Bug of the day: 2022-02-28

There is this deinterlacing algorithm called yadif. It is very fast, but also very CPU-expensive. For this reason, it also has some ASM optimisations. GStreamer had support for yadif but not for the ASM optimisations, so I had previously adapted them from FFmpeg, which had both. Now, two years later, I had found a small bug: In some video, which involved some static graphics overlaid upon fast-moving content, the lines were jumping up and down (“bobbing”). However, that happened only in GStreamer’s ASM optimisations. Not in the plain C code. Not in FFmpeg’s ASM optimisations.

Having to look over some ASM code that you wrote two years ago already requires a significant amount of bravery. To make things easier, though, I had an equivalent C implementation, a reference ASM code that worked fine, and a lot of comments in my own code. Or at least I thought that these things would make it easier.

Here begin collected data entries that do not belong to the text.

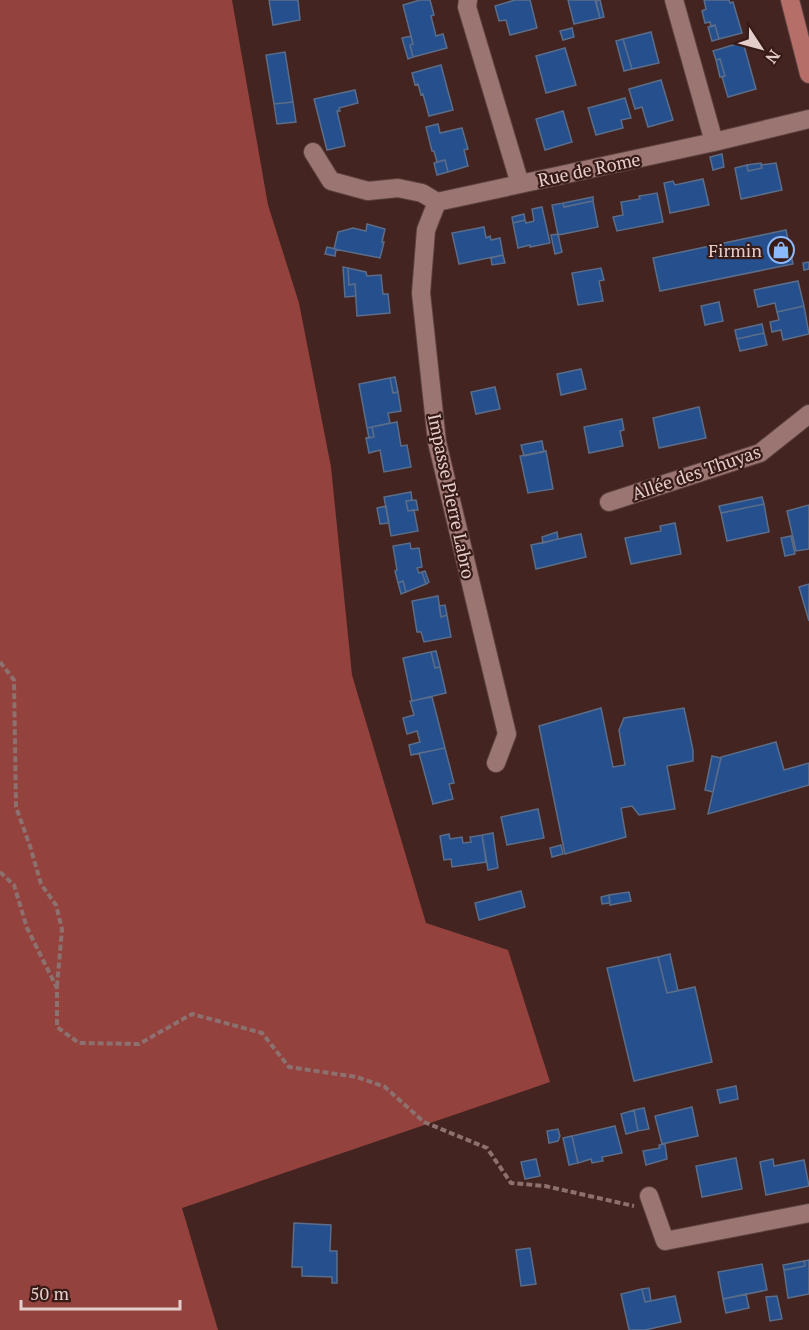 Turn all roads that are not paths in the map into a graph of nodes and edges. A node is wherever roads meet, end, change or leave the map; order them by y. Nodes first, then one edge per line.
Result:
1 (468, 0) edge
2 (674, 0) edge
3 (790, 0) edge
4 (809, 74) edge
5 (809, 119) edge
6 (714, 142) junction
7 (313, 152) dead end
8 (520, 184) junction
9 (437, 202) junction
10 (809, 414) edge
11 (609, 502) dead end
12 (496, 763) dead end
13 (652, 1203) road end
14 (809, 1213) edge

1 - 8 street, Rue de Rome
2 - 6 street
3 - 4 main road
5 - 6 street, Rue de Rome
6 - 8 street, Rue de Rome
7 - 9 street
8 - 9 street
9 - 12 street, Impasse Pierre Labro
10 - 11 street, Allée des Thuyas
13 - 14 street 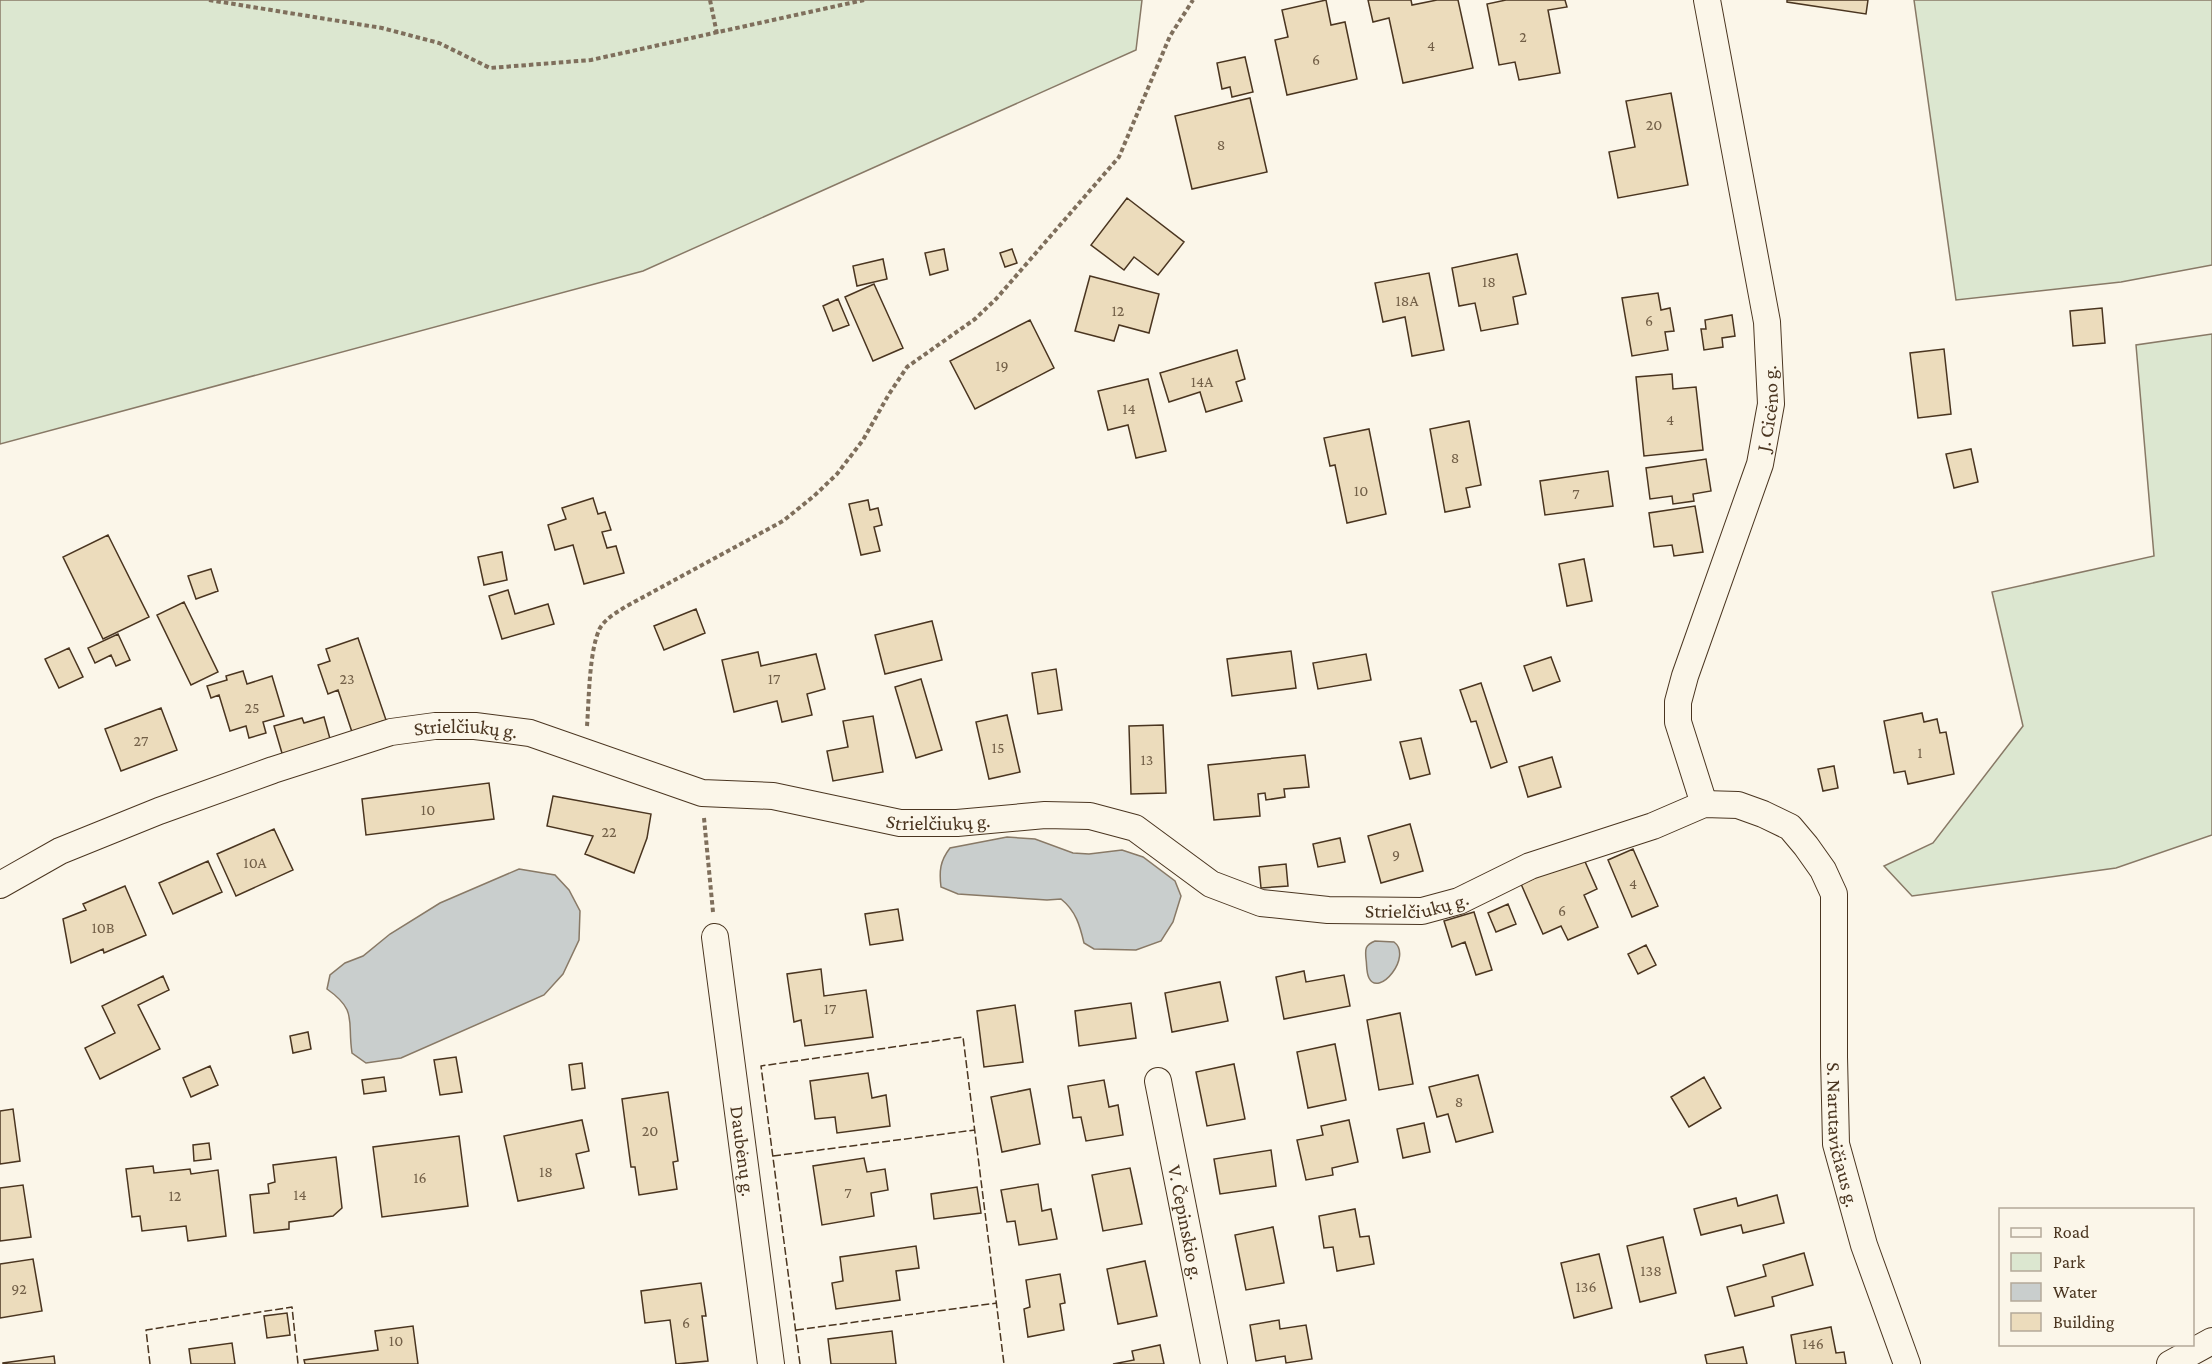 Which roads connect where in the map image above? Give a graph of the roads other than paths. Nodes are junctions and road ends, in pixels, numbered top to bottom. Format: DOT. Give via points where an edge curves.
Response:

So I started looking at the implementation, remembering what I had done, checking if it does what the comments say it does, checking if the end result corresponds to the C implementation, and also comparing it with FFmpeg’s code. I started double-checking and triple-checking everything. It was all correct.

All my differences were in entry points. FFmpeg has fewer input parameters and then calculates some intermediate values, such as the value of the same pixel on the previous line, or on the previous frame. However, GStreamer calculates those in the deinterlacer base class, so I had more input parameters. I thought that maybe one of those was used improperly, but they were all correct. So I was really at a loss.

What do we do when we have no idea what’s wrong with the code? Change the functionality of random parts and see what breaks. By doing this, I slowly figured out that the value of some variable was too high in some special case (the diff parameter when mode is 0). However, there are many steps involved in that calculation, and nothing makes a lot of sense until the very end. Just to make sure, I quadruple-checked that part of the code. Nope, correct. I thought, maybe I’m accidentally messing with a register that’s needed later. Nope, I’m not.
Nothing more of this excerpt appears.